Fig. 1. Generation of WNK3 knockout mice.

(A) Targeting strategy for Wnk3 gene interruption. The diagram shows the targeting construct, the wild-type WNK3 locus, and the targeted locus before and after Cre recombination. Three loxPs were inserted to flank exon 2 and the LacZ-Neo-selective marker. Exon 2 was deleted by mating the flox mice with CAG promoter Cre recombinase mice. (B) Verification of homologous recombination by PCR of genomic DNA derived from tails of mice.

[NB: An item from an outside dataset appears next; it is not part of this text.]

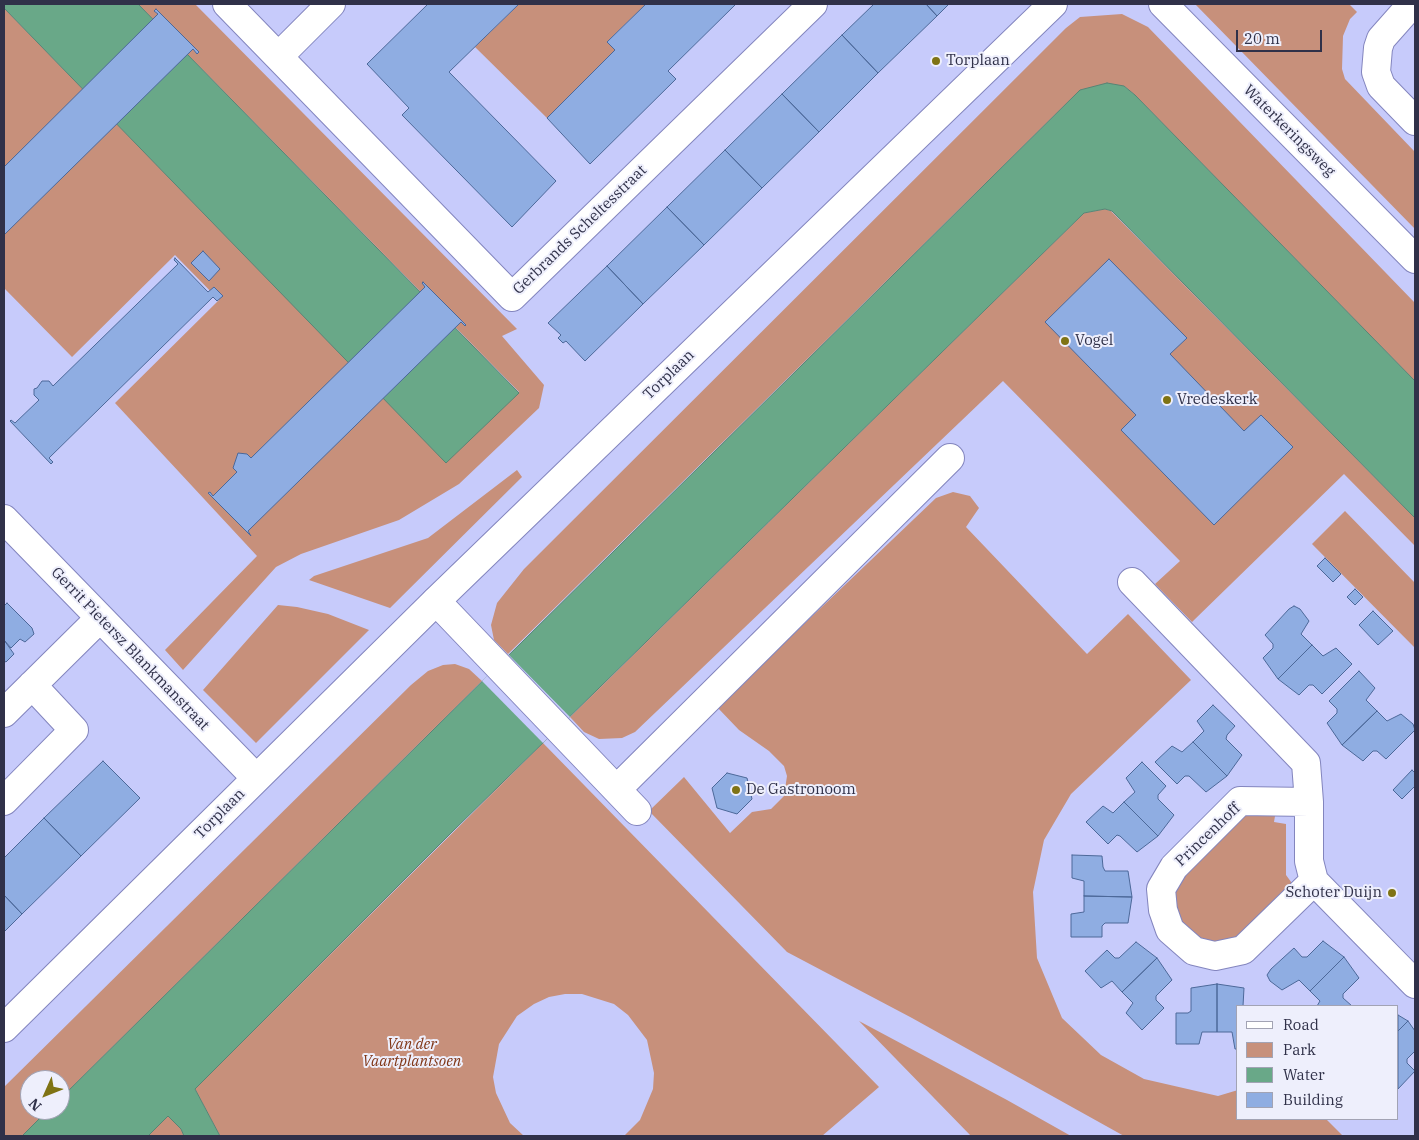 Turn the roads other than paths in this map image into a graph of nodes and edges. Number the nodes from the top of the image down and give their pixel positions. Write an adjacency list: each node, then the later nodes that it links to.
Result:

The primer set is indicated by dotted arrows in A. The 227-bp band and 339-bp band represent the wild-type allele and flox allele, respectively. (C) Genotyping PCR after Cre recombination, using a primer set indicated by solid arrows in A. A 516-bp PCR product was specific to the mutant allele. (D) Immunoblot of brain, kidney and testis homogenates probed with anti-WNK3 antibody. Absence of WNK3 protein in WNK3 knockout mouse was confirmed by immunoblotting in brain and testis. WNK3 was not detected by immunoblotting, even in wild-type mouse kidney, due to the low level of WNK3 protein expression in the kidney. (E) RT-PCR of brain, kidney and testis of wild-type and WNK3 knockout mice.